Large import gripes

Hi,

I’m in the process of importing a large music collection into Beets, just under 200k tracks. I’m about a third in and I’d like get some feedback on the problems I’m encountering and possible solutions. The collection has already mostly been tagged with Picard, renamed and organized into a folder structure. So I’m using Beets in metadata only mode (copy: no, write:no, incremental: yes, but manually writing tags to files when a chunk is done), for the extra tagging provided by the Discogs and Beatport plugins, finding duplicates as well as other features and scripting down the road.

Most of the issues are related to reimporting and duplicate handling:

  • Rescanning does not handle moved/renamed tracks, instead it finds a new duplicate (despite Beets erring on missing files).
  • Rescanning an album that was manually tagged outside of Beets causes it to find a duplicate, and if one does select “remove old”, the single album on disk is deleted. Selecting “keep both” maintains a duplicate entry in the DB.
  • Rescanning in incremental mode does not handle deleted tracks, dead entries remain in the DB. Instead of skipping on already visited folders in incremental mode, I believe the scan should go deeper before deciding to skip.
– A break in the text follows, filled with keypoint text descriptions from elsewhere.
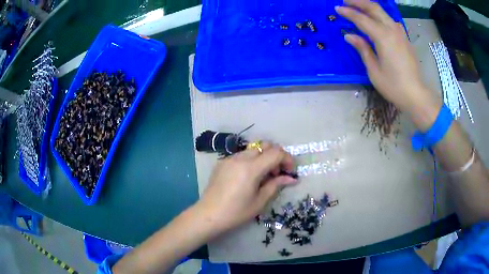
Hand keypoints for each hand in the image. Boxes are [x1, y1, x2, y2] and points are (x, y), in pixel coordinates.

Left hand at [196, 142, 297, 233]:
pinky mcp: (222, 162)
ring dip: (263, 157)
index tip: (291, 171)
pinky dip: (251, 160)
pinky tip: (249, 176)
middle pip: (265, 145)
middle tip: (277, 173)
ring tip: (263, 176)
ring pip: (253, 149)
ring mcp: (229, 158)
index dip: (288, 159)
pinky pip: (241, 155)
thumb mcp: (260, 201)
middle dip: (276, 156)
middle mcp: (240, 158)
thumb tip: (291, 178)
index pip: (276, 153)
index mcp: (251, 168)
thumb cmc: (236, 212)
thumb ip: (276, 185)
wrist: (208, 215)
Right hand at [336, 0, 441, 118]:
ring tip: (359, 8)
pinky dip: (380, 16)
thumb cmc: (393, 85)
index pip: (362, 19)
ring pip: (383, 12)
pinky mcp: (405, 39)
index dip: (348, 13)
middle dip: (359, 2)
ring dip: (370, 7)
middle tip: (346, 1)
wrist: (416, 95)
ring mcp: (400, 33)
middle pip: (374, 8)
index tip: (337, 9)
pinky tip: (376, 20)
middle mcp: (392, 30)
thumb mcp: (373, 70)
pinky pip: (390, 21)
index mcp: (383, 37)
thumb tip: (349, 35)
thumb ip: (362, 49)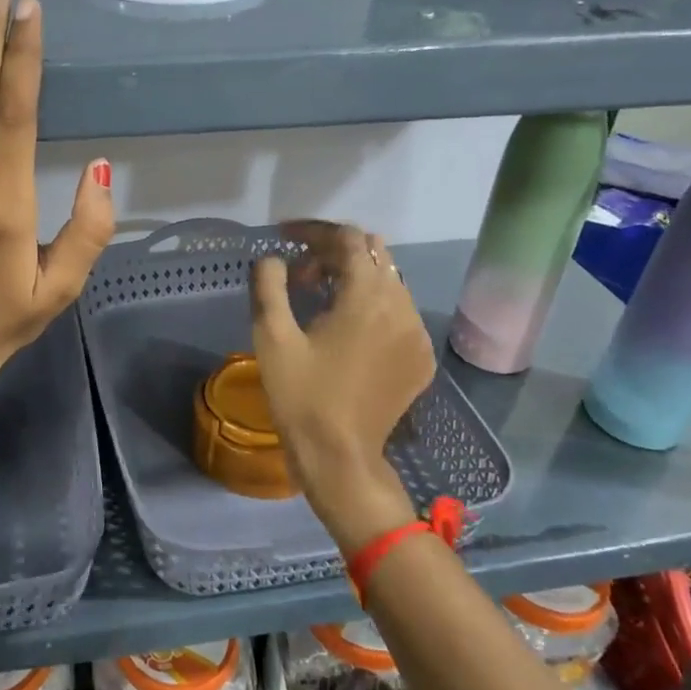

Beets should still check the folder contents and file timestamps and proceed with import if they don’t match the DB.
  • Rescanning in non-incremental mode requires you to reenter all manual choices even for albums that were already imported and tagged. This should only be necessary for new albums. Maybe provide a parameter to let users chose between maintaining previous choices or re-asking.
  • Currently tracks tagged via Discogs or Beatport are not automatically re-detected during re-import, unlike MB.
  • Beets should be able to detect multi-disc albums even when the folders are not labeled CD_ or Disc_. On the first disc it might complain about missing tracks, but as soon as the second disc is scanned, it should detect it as belonging to the same album instead of another incomplete duplicate. This could be limited to folders contained in the same parent folder.
  • Albums without “album” tags that also cannot be autotagged are all detected as duplicates of album " - ". By now I have a long list of those. For these, the duplicate detection should be disabled, or at least switched to something else, like based on the fingerprint.
  • Due to the issues with importing, there is no good workflow for dealing with albums falsely detected as duplicates, unless you manually tag them via Beets (not so fun, sorry).
  • Finally there are cases where I’m unable to determine WHY an album or track is detected as duplicate.

Other issues

  • Transliteration or rather aliasing of foreign characters (cyrilic, asian) isn’t working, while in Picard it does.
  • Occasional import hangs, both random and reproducible.
  • Feature Request: Setting distance threshold value for automatic “Use as is”
  • “beet write” changes files on disk even when writing is pointless. For example: The bpm field is stored as float in the DB but as int in the tags. This is detected as a change during every Beets write, causing redundant disk writes, which can be inconvenient, for copy-on-write filesystems, for instance.

I’m even considering looking into some of those issues, but I’m no Python coder. I have some experience with PHP but any tips for setting up the dev environment would be welcome. A doc page for devs about the recommended IDE setup, testing procedures, required packages, other recommended tools etc. would be ideal.

Cheers

Indeed, incremental mode is not really meant for use with copy: no—it sort of expects you to use the standard setup, with a separate “incoming” directory from your main library directory. This assumption actually applies to a handful of things on your list: in general, we like to recommend that people stick with the in- and out-directory setup if possible.

FWIW, the update command is the thing that’s supposed to handle deleted (missing) files by cleaning up DB entries.

Have you seen the discussion in the FAQ about multi-disc albums? This is a big, somewhat complicated set of heuristics. If you’re interested in helping expand how this heuristics work, please do consider creating a detailed design—but it’s really important that it work with the existing heuristics and that it is very unlikely to “accidentally” group together unrelated albums. That’s a hard problem!

For albums, a duplicate happens when the artist and album fields are identical; for tracks, it’s the artist and title fields.

For any of these, please consider filing bugs with complete details!

Thanks for being willing to contribute! We have a page like that on the wiki:

Thanks.

I don’t think you can universally assume that Beets will be the only tool changing the files on disk. Once you concede that, you’ll have to assume users can run into the problems I’ve described. With some moderate changes these use cases could work much better with Beets.

Indeed! Syncing with “out-of-band” changes by other tools is what the update command is supposed to do, but it certainly doesn’t cover every use case. In particular, it gets confused if files get moved around—but that’s a pretty tricky problem to solve reliably.